Beverly Hills Diet
The Beverly Hills Diet was a diet book originally published in 1981 by Judy Mazel. It has since been revised, and re-released as the New Beverly Hills Diet.
The diet is based on a theory that the body needs the enzymes found in certain foods in order to digest the food properly. The author believes that when food isn’t digested, it turns to body fat. A strange belief because the body cannot metabolize the food until it has first been digested!

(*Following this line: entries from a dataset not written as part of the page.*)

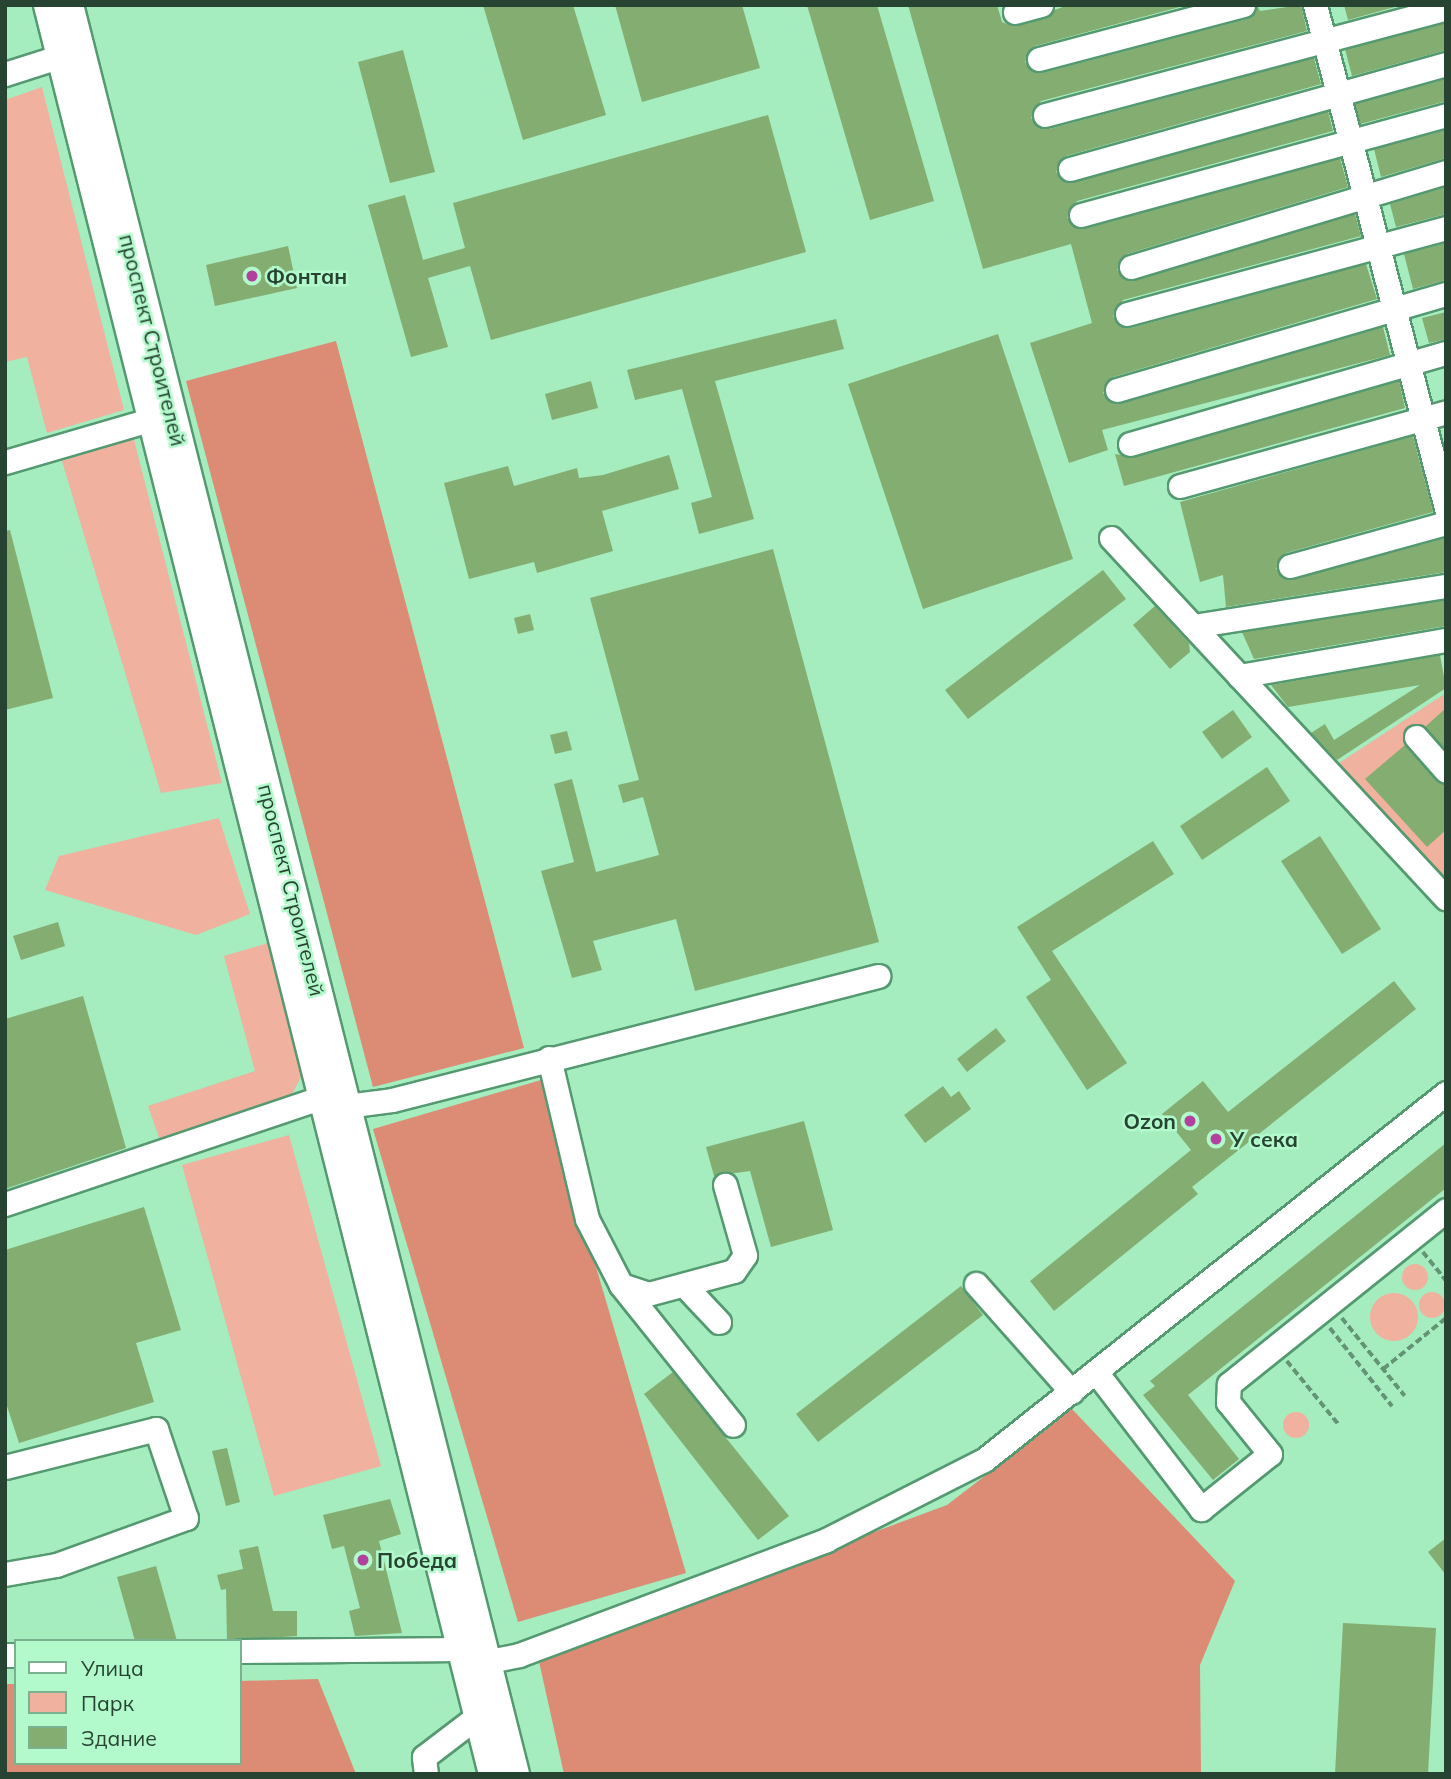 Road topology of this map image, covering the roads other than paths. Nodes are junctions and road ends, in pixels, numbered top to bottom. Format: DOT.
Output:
graph roads {
  1 [pos="48,5"];
  2 [pos="69,5"];
  3 [pos="1041,5"];
  4 [pos="1242,5"];
  5 [pos="1315,5"];
  6 [pos="1446,8"];
  7 [pos="1015,12"];
  8 [pos="1325,41"];
  9 [pos="70,52"];
  10 [pos="1040,59"];
  11 [pos="1446,64"];
  12 [pos="5,74"];
  13 [pos="1340,94"];
  14 [pos="1045,115"];
  15 [pos="1446,115"];
  16 [pos="1351,140"];
  17 [pos="1070,170"];
  18 [pos="1446,172"];
  19 [pos="1368,194"];
  20 [pos="1081,215"];
  21 [pos="1446,228"];
  22 [pos="1382,246"];
  23 [pos="1131,267"];
  24 [pos="1446,294"];
  25 [pos="1393,309"];
  26 [pos="1127,314"];
  27 [pos="1446,353"];
  28 [pos="1407,364"];
  29 [pos="1116,390"];
  30 [pos="1446,412"];
  31 [pos="162,417"];
  32 [pos="1421,419"];
  33 [pos="1130,444"];
  34 [pos="5,462"];
  35 [pos="1180,486"];
  36 [pos="1446,508"];
  37 [pos="1446,523"];
  38 [pos="1111,538"];
  39 [pos="1290,566"];
  40 [pos="1446,586"];
  41 [pos="1193,626"];
  42 [pos="1446,640"];
  43 [pos="1240,676"];
  44 [pos="1416,737"];
  45 [pos="1446,771"];
  46 [pos="1442,888"];
  47 [pos="878,975"];
  48 [pos="549,1058"];
  49 [pos="1446,1093"];
  50 [pos="335,1101"];
  51 [pos="725,1185"];
  52 [pos="5,1204"];
  53 [pos="1446,1210"];
  54 [pos="976,1283"];
  55 [pos="621,1285"];
  56 [pos="684,1285"];
  57 [pos="719,1322"];
  58 [pos="1096,1372"];
  59 [pos="1072,1392"];
  60 [pos="733,1425"];
  61 [pos="5,1467"];
  62 [pos="5,1574"];
  63 [pos="242,1651"];
  64 [pos="473,1658"];
  65 [pos="479,1715"];
  66 [pos="426,1774"];
  67 [pos="493,1774"];
  68 [pos="515,1774"];
  1 -- 9 [label="main road, проспект Строителей"];
  2 -- 9 [label="main road, проспект Строителей"];
  3 -- 7 [label="street"];
  4 -- 10 [label="street"];
  5 -- 8 [label="street"];
  6 -- 8 [label="street"];
  8 -- 13 [label="street"];
  8 -- 14 [label="street"];
  9 -- 12 [label="street"];
  9 -- 31 [label="main road, проспект Строителей"];
  11 -- 13 [label="street"];
  13 -- 16 [label="street"];
  13 -- 17 [label="street"];
  15 -- 16 [label="street"];
  16 -- 19 [label="street"];
  16 -- 20 [label="street"];
  18 -- 19 [label="street"];
  19 -- 22 [label="street"];
  19 -- 23 [label="street"];
  21 -- 22 [label="street"];
  22 -- 25 [label="street"];
  22 -- 26 [label="street"];
  24 -- 25 [label="street"];
  25 -- 28 [label="street"];
  25 -- 29 [label="street"];
  27 -- 28 [label="street"];
  28 -- 32 [label="street"];
  28 -- 33 [label="street"];
  30 -- 32 [label="street"];
  31 -- 34 [label="street"];
  31 -- 50 [label="main road, проспект Строителей"];
  32 -- 35 [label="street"];
  32 -- 36 [label="street"];
  37 -- 39 [label="street"];
  38 -- 41 [label="street"];
  40 -- 41 [label="street"];
  41 -- 43 [label="street"];
  42 -- 43 [label="street"];
  43 -- 46 [label="street"];
  44 -- 45 [label="street"];
  47 -- 48 [label="street"];
  48 -- 50 [label="street"];
  48 -- 55 [label="street"];
  49 -- 58 [label="street"];
  50 -- 52 [label="street"];
  50 -- 64 [label="main road, проспект Строителей"];
  51 -- 56 [label="street"];
  53 -- 58 [label="street"];
  54 -- 59 [label="street"];
  55 -- 56 [label="street"];
  55 -- 60 [label="street"];
  56 -- 57 [label="street"];
  58 -- 59 [label="street"];
  59 -- 64 [label="street"];
  61 -- 62 [label="street"];
  63 -- 64 [label="street"];
  64 -- 65 [label="main road, проспект Строителей"];
  64 -- 68 [label="main road, проспект Строителей"];
  65 -- 66 [label="street"];
  65 -- 67 [label="main road, проспект Строителей"];
}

The Beverly Hills Diet Plan
The diet is based on a food combining principle (called conscious-combining). The main food group of the diet is fruit, but the diet has vegetable-only days, fruit-only days, and other days when some starchy carbohydrate is allowed.
| Breakfast
8oz prunes |
| Lunch
Unlimited strawberries |
| Dinner
Baked potato |
| Drinks
Water, coffee, or tea. |
More all fruit recipes can be found here.
Diet Summary
This diet is dangerously low in daily calories (about 800), and also low in proteins, and many many other nutrients. The theory behind is completely unproven, and fantastical. The promised weight loss is 15 pounds in 35 days.
It would be very difficult to sustain such a diet without become deficient in certain nutrients, or simply putting the weight back on after the diet.
Not to be tried.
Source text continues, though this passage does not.